Tidak ada jawaban dari Kayla. Ia pun hanya tersenyum dan masuk ke dalam rumah.

"Ciiiieeehh gentle banget nih, pake ikut keluar lagi". Ega menowel Dodo, menggodanya.
"Maksudnya Jeng?"
"Ah.. keliatan lagi Do.. " Yaka tak kalah dahsyat menggodanya.
"Ooh Kayla? Hehehehehe.. Ga tau ah. Liat aja nanti"
"Sekarang kan lo dah punya alamat rumahnya.. Dah bisa ngapel doong" Yaka terus saja menggoda.
Dodo tersenyum, "Jangankan alamat rumah, yang paling dalem dari dia juga ada di gw.."
Yaka dan Ega tidak mengerti. "Maksudnya?"
"Itu..." Dodo mengubah posisi duduknya agar bisa terlihat oleh kedua sahabatnya.
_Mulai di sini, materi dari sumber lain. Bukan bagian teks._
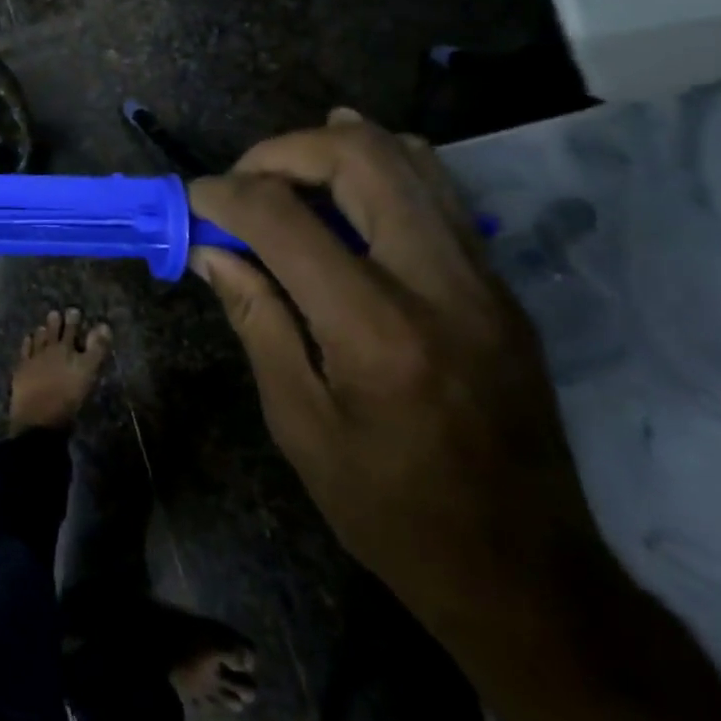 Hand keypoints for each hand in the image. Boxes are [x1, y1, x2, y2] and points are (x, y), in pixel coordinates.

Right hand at [188, 110, 604, 638]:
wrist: (526, 573)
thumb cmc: (391, 510)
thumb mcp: (299, 423)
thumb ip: (256, 318)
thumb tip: (210, 249)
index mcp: (375, 329)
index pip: (285, 219)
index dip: (226, 194)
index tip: (193, 200)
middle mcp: (438, 283)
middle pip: (357, 157)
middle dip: (282, 151)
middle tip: (241, 183)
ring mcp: (482, 277)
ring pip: (407, 157)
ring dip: (332, 148)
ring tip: (284, 175)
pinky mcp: (499, 284)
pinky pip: (436, 191)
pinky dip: (379, 169)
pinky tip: (342, 185) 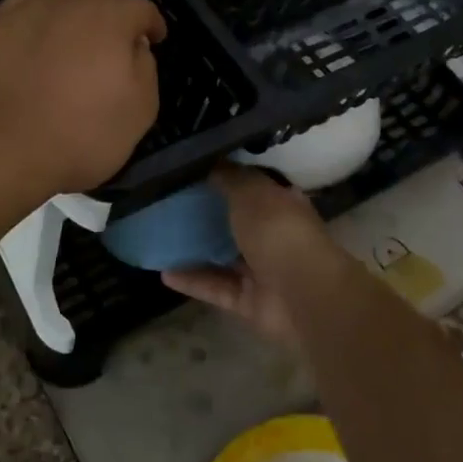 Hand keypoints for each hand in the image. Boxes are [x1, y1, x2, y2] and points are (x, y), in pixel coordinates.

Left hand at [0, 0, 166, 198]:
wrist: (4, 151)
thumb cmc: (82, 134)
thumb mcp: (140, 110)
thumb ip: (146, 67)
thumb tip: (134, 46)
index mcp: (110, 17)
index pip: (141, 8)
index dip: (151, 24)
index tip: (154, 40)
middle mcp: (70, 2)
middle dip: (113, 18)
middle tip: (114, 48)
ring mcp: (28, 10)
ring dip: (75, 14)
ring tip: (73, 42)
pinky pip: (26, 9)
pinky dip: (38, 20)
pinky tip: (37, 42)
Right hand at [161, 165, 337, 345]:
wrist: (303, 294)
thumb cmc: (278, 231)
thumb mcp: (250, 191)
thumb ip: (228, 177)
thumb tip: (210, 161)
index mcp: (279, 203)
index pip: (251, 185)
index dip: (225, 176)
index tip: (192, 170)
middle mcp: (271, 234)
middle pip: (234, 221)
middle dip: (206, 213)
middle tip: (167, 203)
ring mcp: (261, 270)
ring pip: (222, 256)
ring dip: (195, 249)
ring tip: (159, 237)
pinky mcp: (248, 300)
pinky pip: (215, 287)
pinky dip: (192, 281)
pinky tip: (163, 272)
Kemudian ia menggambarkan segitiga dengan dua tangannya.
"Apa ah.. Ga ngerti.." Ega protes. Dahinya berkerut.
"Di Bandara.. Inget kan?" kali ini ia mengulang lagi penggambaran segitiga itu.
"Haaa?" Yaka dan Ega berteriak serempak. Dan semuanya tertawa terbahak..
“Jadi G-String itu....??” Ega tak dapat meneruskan lagi. Ia sudah kembali terbahak..
"Jjjjiieeeh Dodooo.. " Yaka semakin bersemangat menggoda.

Dodo tak lagi menanggapi. Ia kencangkan suara radio tape agar suara-suara menggoda itu tak hinggap lagi di telinganya. Terlebih agar ia dapat mendengarkan suara hatinya yang bersenandung bahagia.
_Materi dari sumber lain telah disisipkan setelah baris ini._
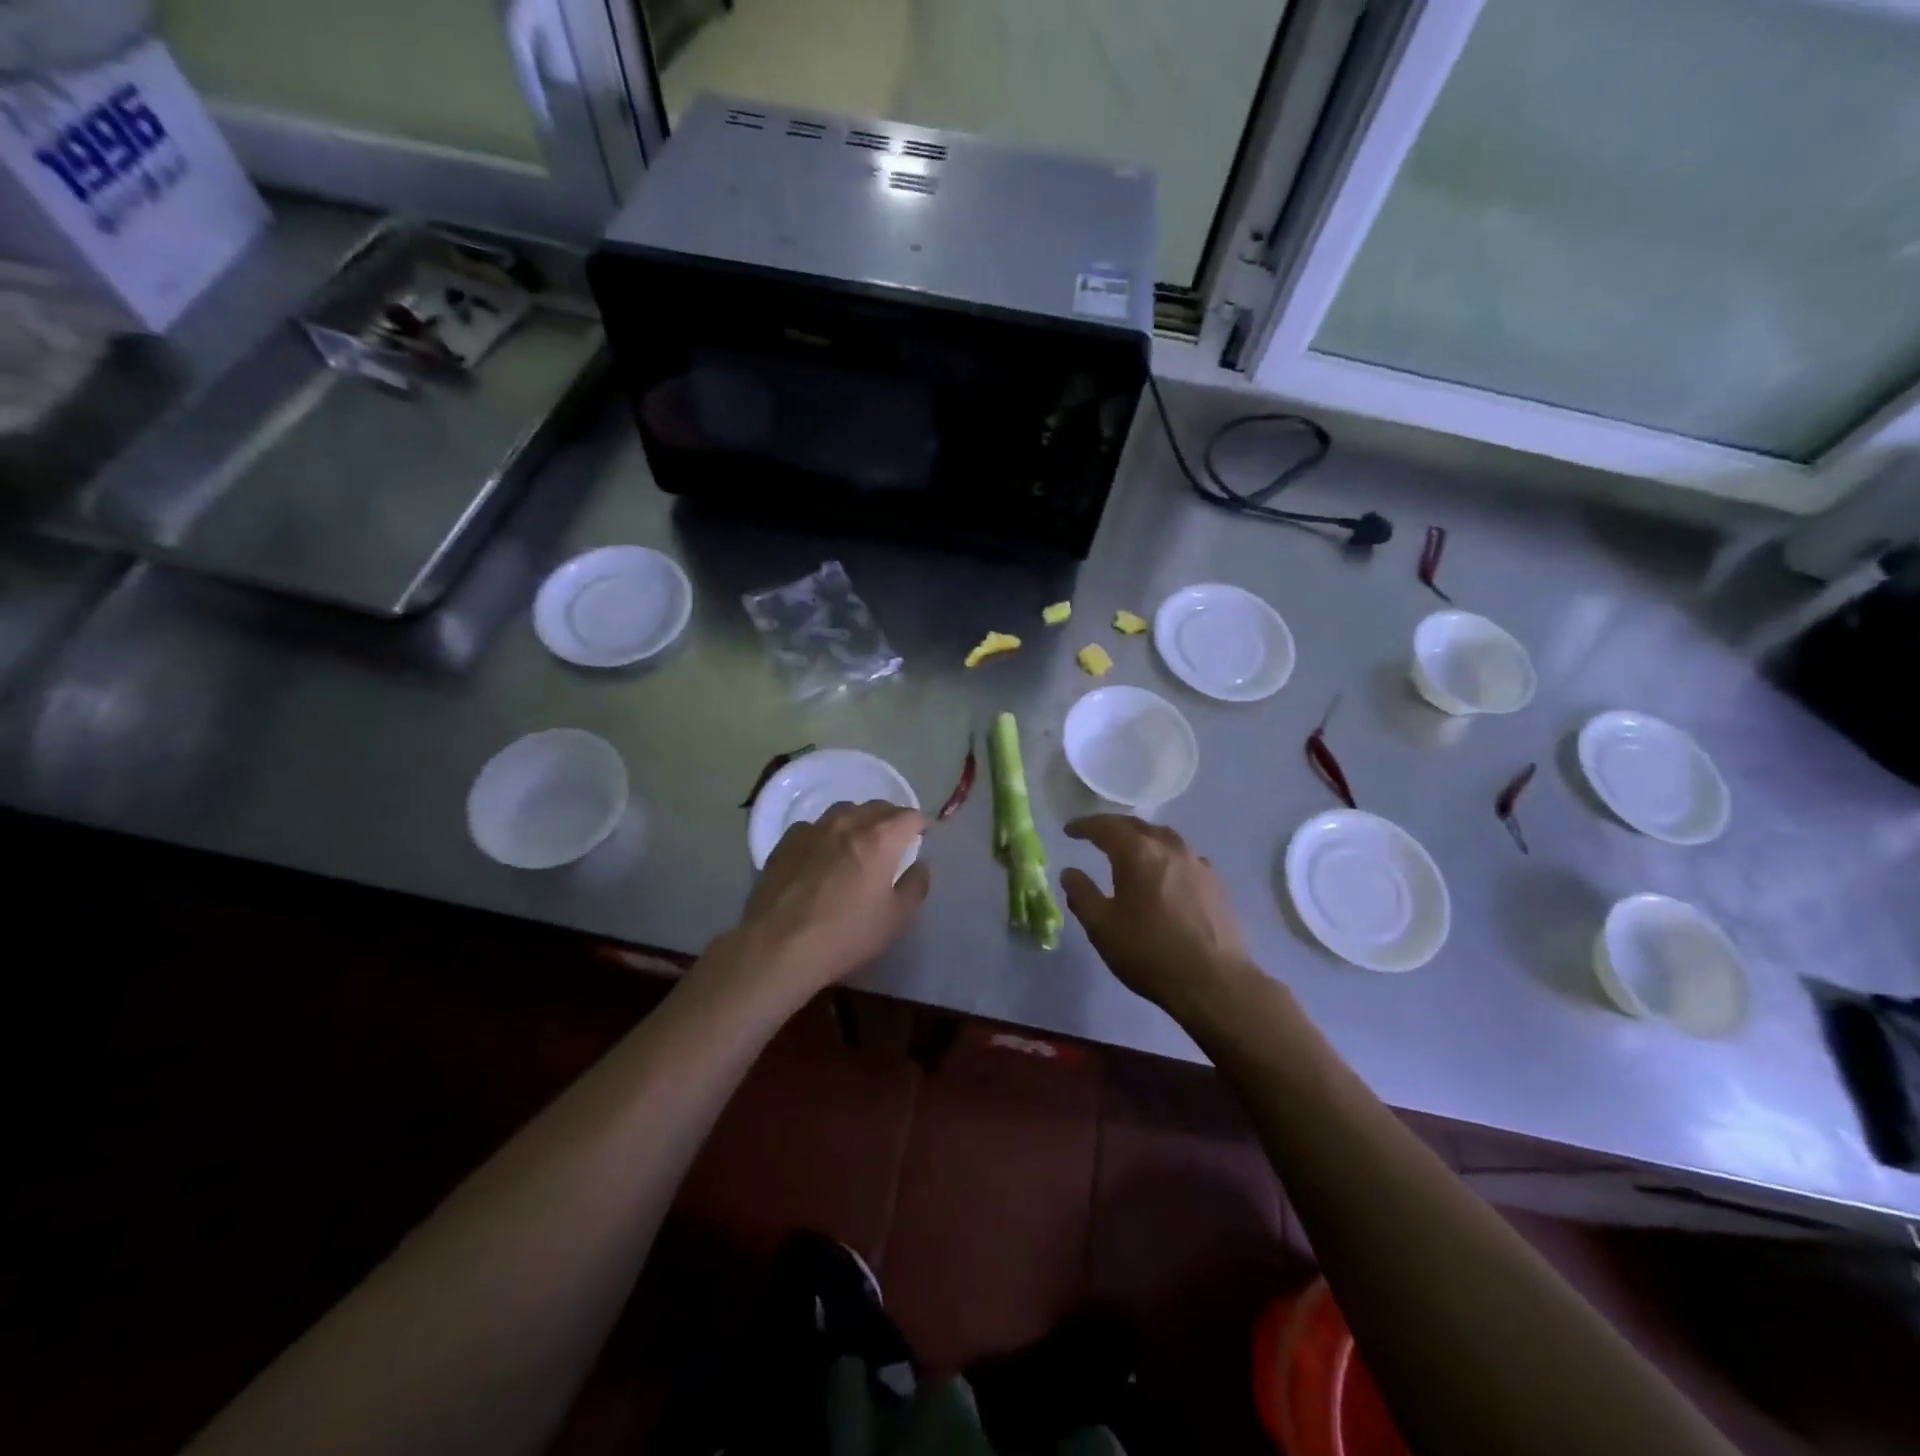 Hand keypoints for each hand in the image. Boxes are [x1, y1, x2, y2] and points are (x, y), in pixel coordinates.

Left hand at [729, 801, 929, 1000]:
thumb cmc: (845, 935)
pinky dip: (827, 834)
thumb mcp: (895, 919)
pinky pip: (815, 826)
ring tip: (858, 843)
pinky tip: (822, 856)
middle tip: (894, 842)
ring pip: (845, 811)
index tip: (922, 838)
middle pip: (878, 807)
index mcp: (880, 838)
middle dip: (891, 820)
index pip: (909, 816)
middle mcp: (848, 822)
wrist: (778, 946)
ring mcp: (814, 828)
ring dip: (859, 821)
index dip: (920, 825)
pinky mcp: (786, 840)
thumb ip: (915, 885)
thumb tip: (920, 864)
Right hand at [1060, 815, 1256, 1017]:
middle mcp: (1169, 848)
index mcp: (1137, 853)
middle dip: (1114, 827)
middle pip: (1137, 826)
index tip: (1069, 830)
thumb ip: (1082, 895)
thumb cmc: (1149, 952)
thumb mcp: (1102, 927)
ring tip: (1132, 849)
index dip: (1085, 826)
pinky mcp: (1216, 883)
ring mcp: (1197, 863)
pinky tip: (1166, 874)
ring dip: (1143, 838)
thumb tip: (1070, 873)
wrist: (1214, 982)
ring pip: (1165, 837)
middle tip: (1096, 835)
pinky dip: (1167, 856)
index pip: (1106, 826)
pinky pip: (1185, 857)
There used to be a greying tower alone on the sea.
You became the light on the dark side of me.
Love remained a drug that's the high and not the pill.
But did you know,
That when it snows,
My eyes become large and
The light that you shine can be seen.


-**-

Saturday, September 27, 2008

Episode 16: Selamat Datang di Jakarta

Angin berhembus kencang siang itu. Ega mencoba merapikan rambutnya, tapi sia-sia. Ia berhenti sejenak untuk berkonsentrasi dengan rambutnya. Tapi tangan Yaka sudah meraihnya. Ada desir aneh yang terasa saat tangan itu merengkuh tubuhnya. Rasa yang berbeda dengan rasa ketika Dewo memeluknya. Senang, sedih, getir.

Mereka sampai ke suatu tempat dengan sebuah teropong di sana.

"Selamat datang di Jakarta" Yaka tersenyum, mencoba menirukan suara seorang presenter.
Ega tersenyum. Ia meraih teropongnya, melihat keindahan ibukota.

"Keren yah.."
"Ya, walau ga sekeren Hongkong sih". Yaka mencoba merendah.
"Ah sok tau lo.. Kayak pernah ke Hongkong aja.." Ega mengejek. Kemudian kembali ke teropongnya.

"By the way, elo musti ajak Dewo ke sini"
Ega tercekat dan menoleh. Tanpa suara.
"Kalau malam hari berdiri di sini, bermandikan cahaya lampu Jakarta, romantis bukan?"
Ega mulai tertawa kecil. Dia tersenyum. "Kenapa ga kamu aja? Sama itu tuh.. si Kayla" ia mulai menyindir.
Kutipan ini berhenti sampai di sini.